Under a new state law, the City of Santa Barbara will have a two-tier benefits program with smaller retirement payouts for employees hired after Jan. 1.
The legislation, Assembly Bill 340, will raise the retirement age and lower the California Public Employees’ Retirement System payouts for new employees. Benefits will be calculated using an average of someone’s three highest years of compensation instead of the single-highest year, to prevent “spiking” payouts.
The move comes as many jurisdictions have already implemented or tried to implement a two-tier system.

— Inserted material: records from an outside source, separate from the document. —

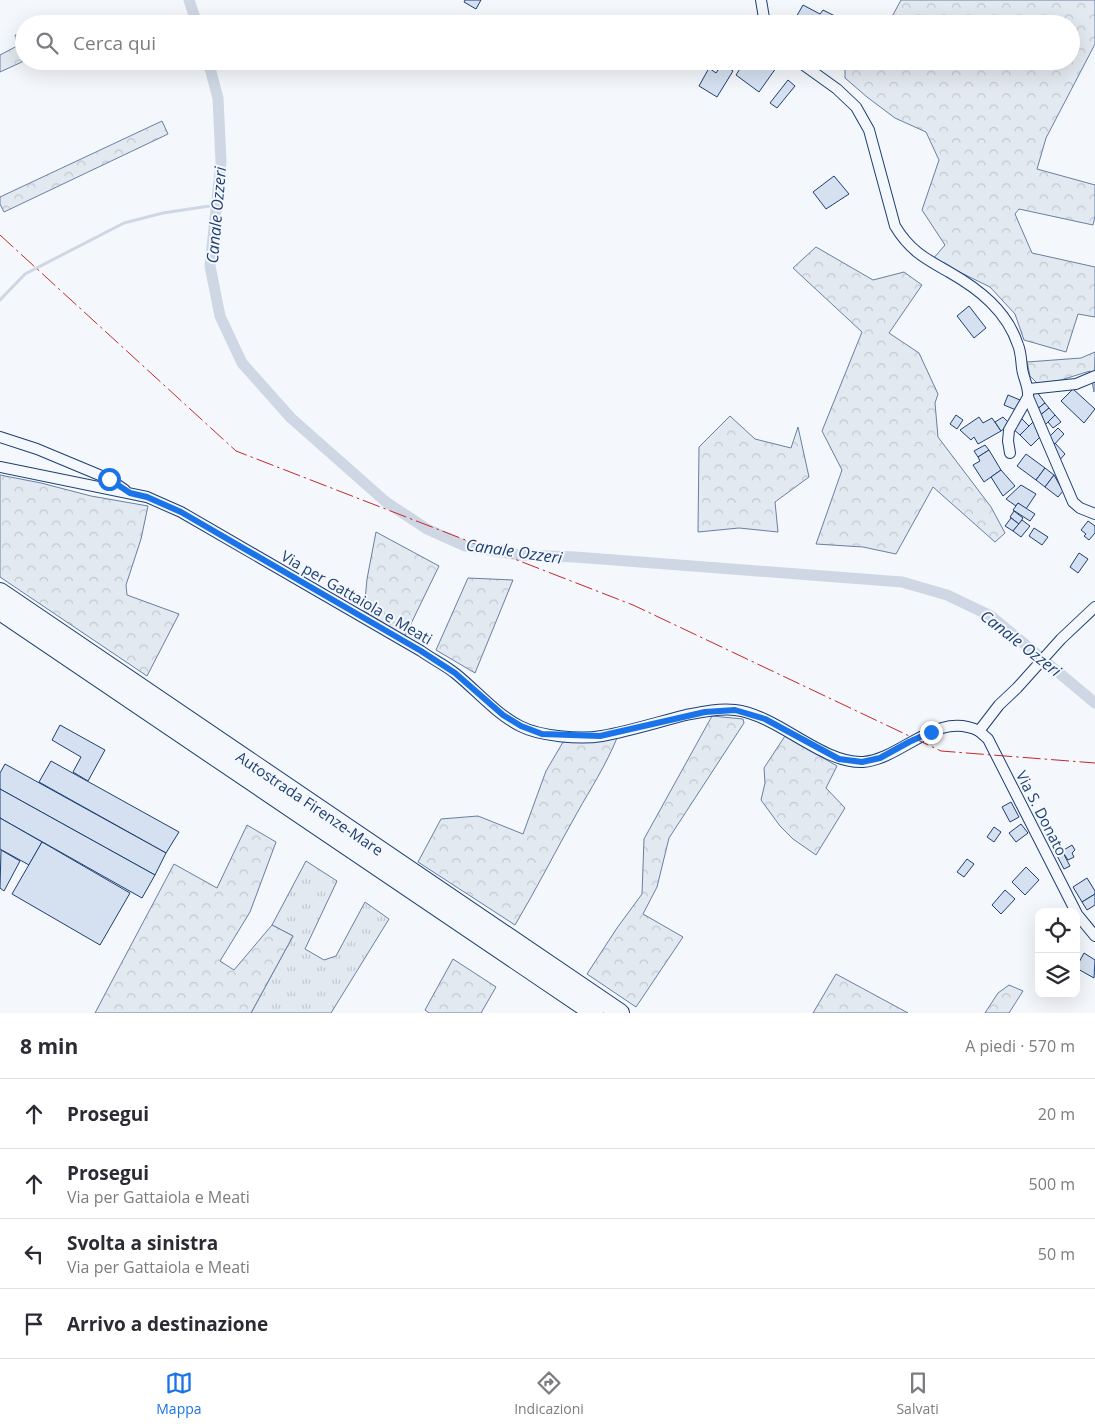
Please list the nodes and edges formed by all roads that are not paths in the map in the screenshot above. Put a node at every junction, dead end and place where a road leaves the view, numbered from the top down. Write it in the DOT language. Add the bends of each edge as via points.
graph roads {
  1 [pos="761,0"];
  2 [pos="764,15"];
  3 [pos="810,70"];
  4 [pos="1095,376"];
  5 [pos="1028,393"];
  6 [pos="0,437"];
  7 [pos="1010,453"];
  8 [pos="0,468"];
  9 [pos="130,493"];
  10 [pos="1095,514"];
  11 [pos="0,592"];
  12 [pos="1095,607"];
  13 [pos="0,611"];
  14 [pos="979,731"];
  15 [pos="1074,908"];
  16 [pos="1080,917"];
  17 [pos="1095,936"];
  18 [pos="594,1013"];
  19 [pos="620,1013"];
  1 -- 2 [label="street"];
  3 -- 5 [label="street" via="856,107 870,130 895,226 904,240 920,256 979,290 1004,316 1018,345"];
  4 -- 5 [label="street" via="1076,384"];
  5 -- 7 [label="street" via="1009,430"];
  5 -- 10 [label="street" via="1073,502"];
  6 -- 9 [label="street" via="109,479"];
  8 -- 9 [label="street, Via per Gattaiola e Meati"];
  9 -- 14 [label="street, Via per Gattaiola e Meati" via="181,512 421,651 455,673 503,715 542,734 600,736 705,712 735,710 765,719 839,759 862,762 880,758 931,732 956,725"];
  11 -- 19 [label="highway, Autostrada Firenze-Mare"];
  12 -- 14 [label="street" via="999,705"];
  13 -- 18 [label="highway, Autostrada Firenze-Mare"];
  14 -- 15 [label="street, Via S. Donato" via="988,739"];
  16 -- 17 [label="street, Via S. Donato"];
}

Agencies have been addressing pension reform in a “hodgepodge” way, according to employee relations manager Kristy Schmidt, so the act is a good solution to the need for a two-tier system.
Santa Barbara has $267 million in unfunded pension liabilities, and the new law does nothing to forgive those, she added.

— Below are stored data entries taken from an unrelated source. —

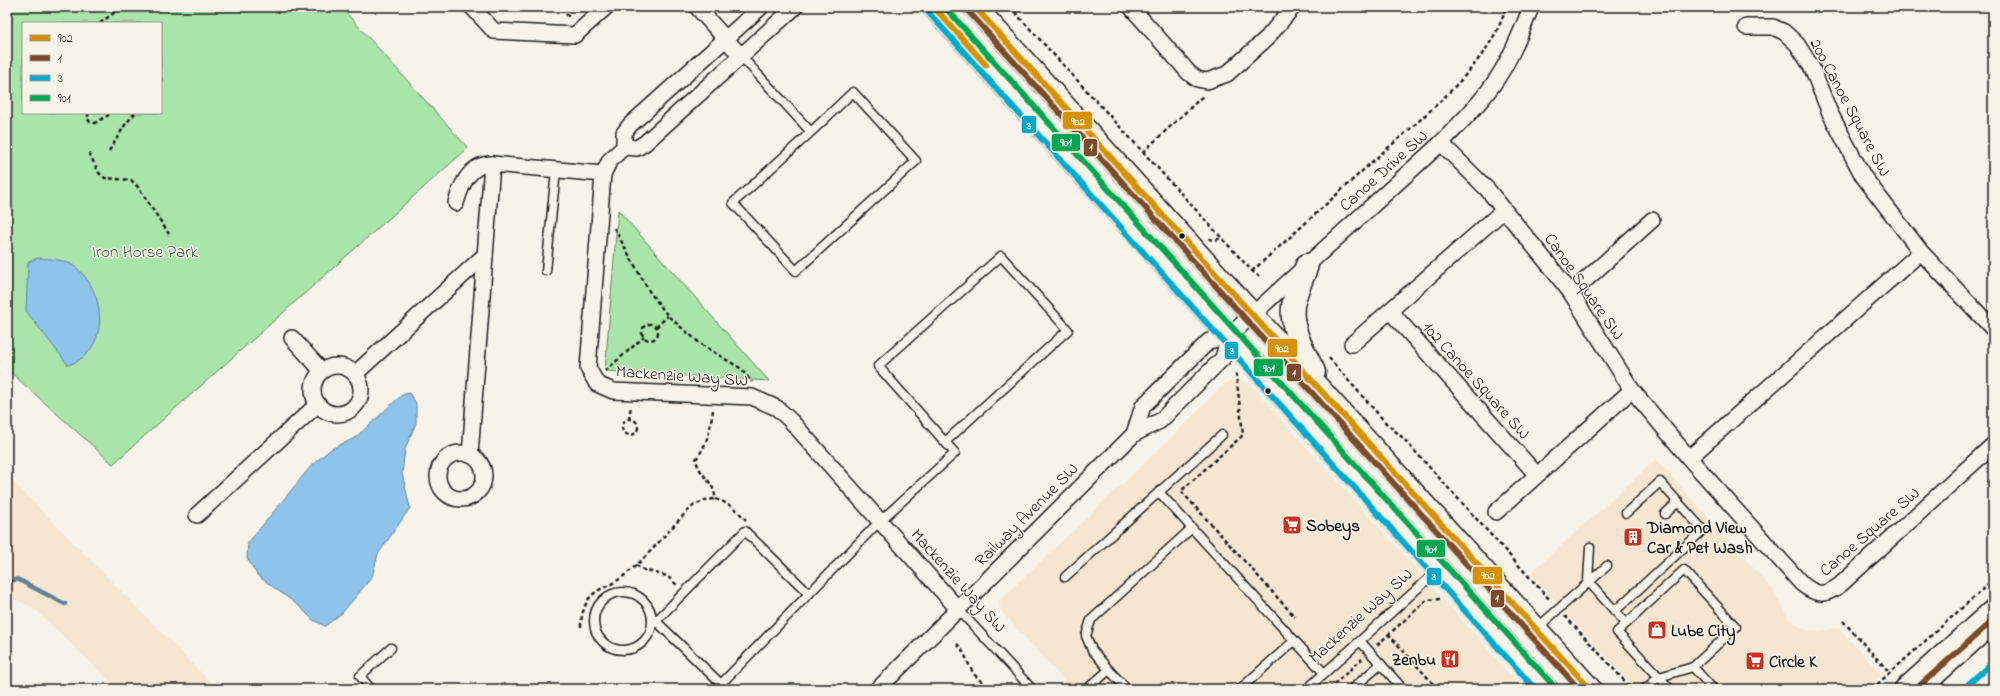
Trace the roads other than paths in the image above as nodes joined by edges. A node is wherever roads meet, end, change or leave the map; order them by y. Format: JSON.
{"nodes":[{"id":1,"x":472,"y":7,"type":"edge"},
{"id":2,"x":606,"y":7,"type":"edge"},
{"id":3,"x":697,"y":7,"type":"edge"},
{"id":4,"x":760,"y":7,"type":"edge"},
{"id":5,"x":795,"y":7,"type":"edge"},
{"id":6,"x":934,"y":7,"type":"edge"},
{"id":7,"x":975,"y":7,"type":"edge"},
{"id":8,"x":1130,"y":7,"type":"edge"},
{"id":9,"x":1293,"y":7,"type":"edge"},
{"id":10,"x":1531,"y":7,"type":"edge"},
{"id":11,"x":1746,"y":27,"type":"dead end"},
{"id":12,"x":726,"y":38,"type":"junction"},
{"id":13,"x":741,"y":56,"type":"junction"},
{"id":14,"x":811,"y":132,"type":"junction"},
{"id":15,"x":1441,"y":143,"type":"junction"},
{"id":16,"x":624,"y":147,"type":"junction"},
{"id":17,"x":492,"y":164,"type":"junction"},
{"id":18,"x":556,"y":170,"type":"junction"},
{"id":19,"x":603,"y":174,"type":"junction"},
{"id":20,"x":456,"y":203,"type":"dead end"},
{"id":21,"x":1504,"y":210,"type":"junction"},
{"id":22,"x":1652,"y":220,"type":"dead end"},
{"id":23,"x":1921,"y":252,"type":"junction"},
{"id":24,"x":485,"y":255,"type":"junction"},
{"id":25,"x":1307,"y":265,"type":"junction"},
{"id":26,"x":546,"y":271,"type":"dead end"},
{"id":27,"x":1570,"y":293,"type":"junction"},
{"id":28,"x":1390,"y":311,"type":"junction"},
{"id":29,"x":1252,"y":314,"type":"junction"},
{"id":30,"x":1993,"y":329,"type":"edge"},
{"id":31,"x":1229,"y":336,"type":"junction"},
{"id":32,"x":292,"y":338,"type":"dead end"},
{"id":33,"x":1352,"y":344,"type":"dead end"},
{"id":34,"x":322,"y":371,"type":"junction"},
{"id":35,"x":356,"y":373,"type":"junction"},
{"id":36,"x":1321,"y":390,"type":"junction"},
{"id":37,"x":1632,"y":390,"type":"junction"},
{"id":38,"x":318,"y":404,"type":"junction"},
{"id":39,"x":1134,"y":434,"type":"junction"},
{"id":40,"x":1222,"y":435,"type":"dead end"},
{"id":41,"x":945,"y":442,"type":"junction"},
{"id":42,"x":1993,"y":445,"type":"edge"},
{"id":43,"x":470,"y":455,"type":"dead end"},
{"id":44,"x":1689,"y":458,"type":"junction"},
{"id":45,"x":1537,"y":475,"type":"junction"},
{"id":46,"x":1159,"y":492,"type":"junction"},
{"id":47,"x":1678,"y":502,"type":"junction"},
{"id":48,"x":1496,"y":512,"type":"dead end"},
{"id":49,"x":1626,"y":513,"type":"dead end"},
{"id":50,"x":198,"y":514,"type":"dead end"},
{"id":51,"x":1665,"y":514,"type":"dead end"},
{"id":52,"x":880,"y":522,"type":"junction"},
{"id":53,"x":1192,"y":528,"type":"junction"},
{"id":54,"x":1590,"y":547,"type":"dead end"},
{"id":55,"x":1607,"y":566,"type":"dead end"},
{"id":56,"x":1439,"y":569,"type":"junction"},
{"id":57,"x":1066,"y":578,"type":"dead end"},
{"id":58,"x":1588,"y":581,"type":"junction"},
{"id":59,"x":809,"y":594,"type":"junction"},
{"id":60,"x":958,"y":609,"type":"junction"},
{"id":61,"x":1993,"y":610,"type":"edge"},
{"id":62,"x":1615,"y":611,"type":"junction"},
{"id":63,"x":655,"y":623,"type":"junction"},
{"id":64,"x":1626,"y":623,"type":"junction"},
{"id":65,"x":1536,"y":629,"type":"junction"},
{"id":66,"x":1294,"y":641,"type":"junction"},
{"id":67,"x":1360,"y":641,"type":"junction"},
{"id":68,"x":391,"y":648,"type":"dead end"},
{"id":69,"x":1993,"y":651,"type":"edge"},
{"id":70,"x":1381,"y":664,"type":"junction"},
{"id":71,"x":1692,"y":667,"type":"junction"},
{"id":72,"x":1109,"y":670,"type":"junction"},
{"id":73,"x":1324,"y":673,"type":"junction"},
{"id":74,"x":1659,"y":677,"type":"junction"},
{"id":75,"x":718,"y":686,"type":"edge"},
{"id":76,"x":371,"y":689,"type":"edge"},
{"id":77,"x":878,"y":689,"type":"edge"},
{"id":78,"x":1032,"y":689,"type":"edge"},
{"id":79,"x":1088,"y":689,"type":"edge"},
{"id":80,"x":1127,"y":689,"type":"edge"},
{"id":81,"x":1240,"y":689,"type":"edge"},
{"id":82,"x":1307,"y":689,"type":"edge"},
{"id":83,"x":1352,"y":689,"type":"edge"},
{"id":84,"x":1403,"y":689,"type":"edge"},
{"id":85,"x":1546,"y":689,"type":"edge"},
{"id":86,"x":1590,"y":689,"type":"edge"},
{"id":87,"x":1645,"y":689,"type":"edge"},
{"id":88,"x":1670,"y":689,"type":"edge"},
{"id":89,"x":1713,"y":689,"type":"edge"},
{"id":90,"x":1904,"y":689,"type":"edge"},
{"id":91,"x":1951,"y":689,"type":"edge"}],
"edges":[{"from":1,"to":2,"type":"street"},
{"from":3,"to":12,"type":"street"},
{"from":4,"to":12,"type":"street"},
{"from":5,"to":13,"type":"street"},
{"from":6,"to":31,"type":"main road"},
{"from":7,"to":29,"type":"main road"},
{"from":8,"to":9,"type":"street"},
{"from":10,"to":15,"type":"street","name":"Canoe Drive SW"},
{"from":11,"to":23,"type":"street","name":"200 Canoe Square SW"},
{"from":12,"to":13,"type":"street"},
{"from":12,"to":16,"type":"street"},
{"from":13,"to":14,"type":"lane"},
{"from":13,"to":16,"type":"street"},
{"from":14,"to":14,"type":"lane"},
{"from":15,"to":21,"type":"street","name":"Canoe Square SW"},
{"from":15,"to":25,"type":"street","name":"Canoe Drive SW"},
{"from":16,"to":19,"type":"street","name":"Mackenzie Way SW"},
{"from":17,"to":18,"type":"street"},
{"from":17,"to":20,"type":"street"},
{"from":17,"to":24,"type":"street"},
{"from":18,"to":19,"type":"street"},
{"from":18,"to":26,"type":"lane"},
{"from":19,"to":52,"type":"street","name":"Mackenzie Way SW"},
{"from":21,"to":27,"type":"street","name":"Canoe Square SW"},
{"from":21,"to":28,"type":"street"},
{"from":22,"to":27,"type":"street"},
{"from":23,"to":30,"type":"street"},
{"from":23,"to":44,"type":"street"},
{"from":24,"to":35,"type":"street"},
{"from":24,"to":43,"type":"street"},
{"from":25,"to":29,"type":"street","name":"Canoe Drive SW"},
{"from":25,"to":36,"type":"main road"},
{"from":27,"to":37,"type":"street","name":"Canoe Square SW"},
{"from":28,"to":33,"type":"street"},
{"from":28,"to":45,"type":"street","name":"102 Canoe Square SW"},
{"from":29,"to":31,"type":"street","name":"Canoe Drive SW"},
{"from":29,"to":36,"type":"main road"},
{"from":31,"to":39,"type":"street","name":"Railway Avenue SW"},
{"from":31,"to":39,"type":"street","name":"Railway Avenue SW"},
{"from":31,"to":56,"type":"main road"},
{"from":32,"to":34,"type":"street"},
{"from":34,"to":35,"type":"street"},
{"from":34,"to":38,"type":"street"},
{"from":35,"to":38,"type":"street"},
{"from":36,"to":65,"type":"main road"},
{"from":37,"to":44,"type":"street","name":"Canoe Square SW"},
{"from":37,"to":45,"type":"street"},
{"from":38,"to":50,"type":"street"},
{"from":39,"to":60,"type":"street","name":"Railway Avenue SW"},
{"from":40,"to":46,"type":"lane"},
{"from":41,"to":41,"type":"lane"},
{"from":41,"to":52,"type":"lane"},
{"from":42,"to":44,"type":"street","name":"Canoe Square SW"},
{"from":45,"to":48,"type":"street"},
{"from":46,"to":53,"type":"lane"},
{"from":46,"to":57,"type":"lane"},
{"from":47,"to":49,"type":"lane"},
{"from":47,"to":51,"type":"lane"},
{"from":47,"to":62,"type":"lane"},
{"from":52,"to":59,"type":"lane"},
{"from":52,"to":60,"type":"street","name":"Mackenzie Way SW"},
{"from":53,"to":66,"type":"lane"},
{"from":53,"to":72,"type":"lane"},
{"from":54,"to":58,"type":"lane"},
{"from":55,"to":58,"type":"lane"},
{"from":56,"to":67,"type":"lane","name":"Mackenzie Way SW"},
{"from":56,"to":85,"type":"main road"},
{"from":58,"to":62,"type":"lane"},
{"from":58,"to":65,"type":"lane"},
{"from":59,"to":63,"type":"lane"},
{"from":59,"to":75,"type":"lane"},
{"from":60,"to":77,"type":"street","name":"Railway Avenue SW"},
{"from":60,"to":78,"type":"lane","name":"Mackenzie Way SW"},
{"from":61,"to":90,"type":"street"},
{"from":62,"to":64,"type":"lane"},
{"from":63,"to":63,"type":"lane"},
{"from":63,"to":75,"type":"lane"},
{"from":64,"to":71,"type":"lane"},
{"from":64,"to":74,"type":"lane"},
{"from":65,"to":86,"type":"main road"},
{"from":66,"to":73,"type":"lane"},
{"from":66,"to":81,"type":"lane"},
{"from":67,"to":70,"type":"lane"},
{"from":67,"to":73,"type":"lane","name":"Mackenzie Way SW"},
{"from":68,"to":76,"type":"lane"},
{"from":69,"to":91,"type":"street"},
{"from":70,"to":83,"type":"lane"},
{"from":70,"to":84,"type":"lane"},
{"from":71,"to":74,"type":"lane"},
{"from":71,"to":89,"type":"lane"},
{"from":72,"to":79,"type":"lane"},
{"from":72,"to":80,"type":"lane"},
{"from":73,"to":82,"type":"lane","name":"Mackenzie Way SW"},
{"from":74,"to":87,"type":"lane"},
{"from":74,"to":88,"type":"lane"}]}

Currently, safety employees earn 3 percent of their highest year’s salary for each year of service and can retire at age 50. If they have 30 years of service, for example, they can earn 90 percent of their highest-ever compensation, including special pays.

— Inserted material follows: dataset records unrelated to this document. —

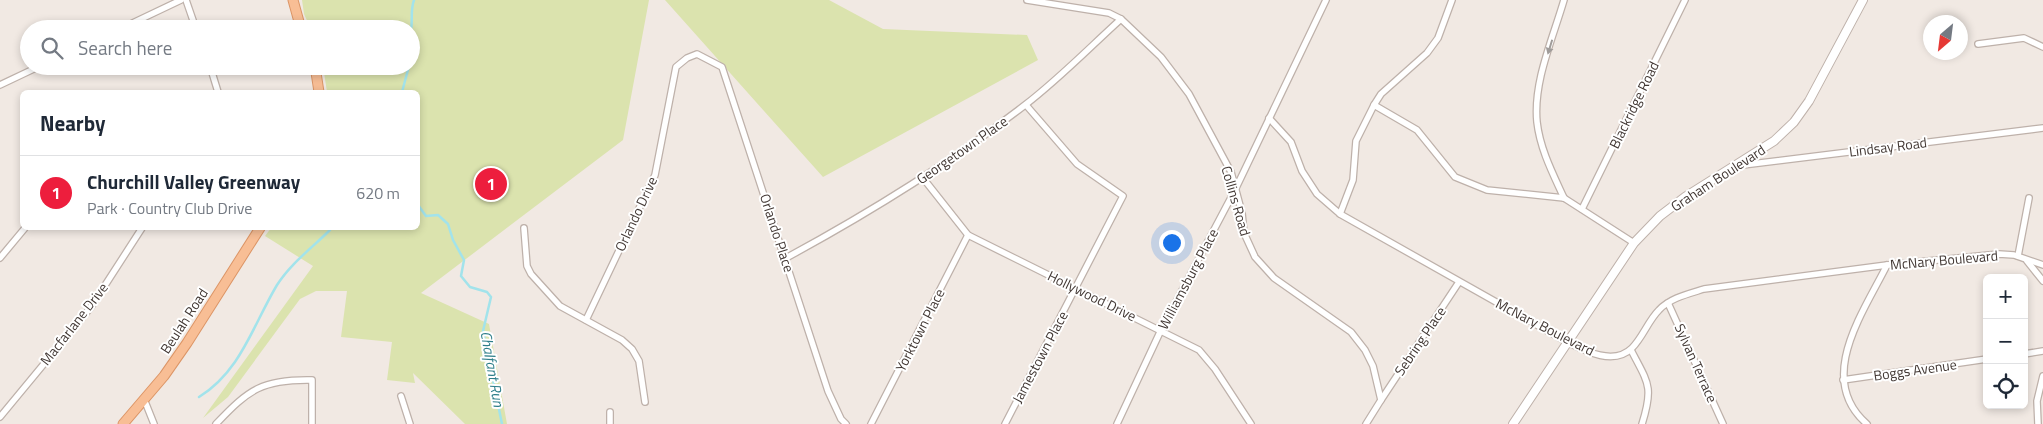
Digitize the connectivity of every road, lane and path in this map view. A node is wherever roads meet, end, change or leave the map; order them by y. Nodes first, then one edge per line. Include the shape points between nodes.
1 (182, 0) edge
2 (186, 0) edge
3 (293, 0) edge
4 (1027, 0) edge
5 (1326, 0) edge
6 (1452, 0) edge
7 (1564, 0) edge
8 (1685, 0) edge
9 (1862, 0) edge
10 (1121, 19) junction
11 (139, 20) edge
12 (193, 20) edge
13 (299, 20) edge
14 (1978, 44) dead end
15 (2043, 47) edge
16 (696, 54) joint
17 (21, 75) edge
18 (213, 75) edge
19 (316, 75) edge
20 (0, 85) edge
21 (217, 90) edge
22 (318, 90) edge
23 (1026, 105) junction
24 (1374, 105) junction
25 (1270, 118) junction
26 (2043, 128) edge
27 (1732, 166) junction
28 (923, 178) junction
29 (1235, 190) junction
30 (1564, 198) junction
31 (2029, 198) dead end
32 (1582, 209) junction
33 (1340, 214) junction
34 (524, 228) dead end
35 (23, 230) edge
36 (141, 230) edge
37 (259, 230) edge
38 (968, 235) junction
39 (1634, 243) junction
40 (2018, 256) junction
41 (0, 258) edge
42 (786, 258) junction
43 (2026, 259) junction
44 (1887, 265) junction
45 (2043, 265) edge
46 (2043, 281) edge
47 (1459, 282) junction
48 (1076, 288) junction
49 (1668, 303) junction
50 (586, 320) junction
51 (1161, 330) junction
52 (1567, 342) junction
53 (1631, 350) junction
54 (2043, 352) edge
55 (2028, 354) edge
56 (1983, 360) edge
57 (2043, 376) edge
58 (1843, 380) junction
59 (401, 396) dead end
60 (144, 399) junction
61 (1381, 400) junction
62 (645, 402) dead end
63 (610, 412) dead end
64 (0, 417) edge
65 (123, 424) edge
66 (154, 424) edge
67 (216, 424) edge
68 (312, 424) edge
69 (410, 424) edge
70 (610, 424) edge
71 (846, 424) edge
72 (871, 424) edge
73 (1005, 424) edge
74 (1117, 424) edge
75 (1251, 424) edge
76 (1366, 424) edge
77 (1513, 424) edge
78 (1642, 424) edge
79 (1723, 424) edge
80 (1868, 424) edge
81 (2038, 424) edge

1 - 11 street
2 - 12 street
3 - 13 main road
4 - 10 street, Collins Road via 1109,13
5 - 25 street, Williamsburg Place
6 - 24 street via 1438,38 1427,53 1388,87
7 -> 30 street via 1543,68 1537,122
8 - 32 street, Blackridge Road
9 - 27 street, Graham Boulevard via 1809,101 1794,122 1774,141
10 - 23 street, Georgetown Place
10 - 29 street, Collins Road via 1161,57 1189,94 1230,172
14 - 15 street via 2024,38
16 - 42 street, Orlando Place via 722,67
16 - 50 street, Orlando Drive via 676,67 655,175
17 - 20 street
18 - 21 street
19 - 22 main road
23 - 28 street, Georgetown Place
23 - 48 street, Jamestown Place via 1077,164 1123,196
24 - 30 street via 1417,130 1455,177 1469,184 1487,190
24 - 33 street via 1356,141 1352,180
25 - 29 street, Williamsburg Place
25 - 33 street, McNary Boulevard via 1291,142 1302,171 1317,194
26 - 27 street, Lindsay Road
27 - 39 street, Graham Boulevard via 1660,216
28 - 38 street, Hollywood Drive
28 - 42 street, Georgetown Place
29 - 51 street, Williamsburg Place
29 - 61 street, Collins Road via 1244,232 1255,257 1274,278 1350,332 1373,366
30 - 32 street
31 - 40 street
32 - 39 street
33 - 47 street, McNary Boulevard
34 - 50 street via 527,266 531,274 560,306
35 - 41 street
36 - 64 street, Macfarlane Drive via 91,307
37 - 60 main road, Beulah Road via 187,343
38 - 48 street, Hollywood Drive
38 - 72 street, Yorktown Place
39 - 52 street, Graham Boulevard
40 - 43 street, McNary Boulevard
40 - 44 street, McNary Boulevard via 1999,254
42 - 71 street, Orlando Place via 828,391
43 - 45 street, McNary Boulevard
43 - 46 street
44 - 49 street, McNary Boulevard via 1704,290 1685,294
44 - 58 street via 1844,354
47 - 52 street, McNary Boulevard
47 - 61 street, Sebring Place
48 - 51 street, Hollywood Drive
48 - 73 street, Jamestown Place
49 - 53 street, McNary Boulevard via 1659,310
49 - 79 street, Sylvan Terrace
50 - 62 street via 632,348 639,361
51 - 74 street, Williamsburg Place
51 - 75 street, Hollywood Drive via 1199,350
52 - 53 street, McNary Boulevard via 1586,352 1608,356
52 - 77 street, Graham Boulevard
53 - 78 street via 1649,384
54 - 55 street
56 - 58 street, Boggs Avenue
57 - 81 street via 2037,401
58 - 80 street via 1857,415
59 - 69 street
60 - 65 main road, Beulah Road
60 - 66 street
61 - 76 street
63 - 70 street
67 - 68 street via 251,390 285,379 312,380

New hires will be offered 2 percent at 50 years old or 2.7 percent if they wait to retire until age 57.
Non-safety employees earn 2.7 percent at age 55; new hires will be able to earn 1 percent at 52, 2 percent at age 62 or a maximum of 2.5 percent if they retire at age 67.
These plans are “significantly a less generous benefit” than the current plans, Schmidt told the Santa Barbara City Council this week.
Employees will still be able to include special pays and some other benefits in their compensation, but CalPERS will now cap compensation considered for pensions at $132,120.
The city’s pension fund was “superfunded” in the late 1990s but is now unfunded by $267.8 million, or about 38 percent, out of $700 million. Finance Director Bob Samario said it is likely to take 20 to 30 years to make up those losses.
A big piece of that came from the retroactive raises when public safety employees were changed from a 2 percent at age 50 to 3 percent at 50 formula, which increased pension payouts, according to City Administrator Jim Armstrong said.
In a presentation to the Finance Committee, Samario said the city paid $75.5 million in base salaries, $1.8 million in special pays and $5.7 million in overtime for the last fiscal year.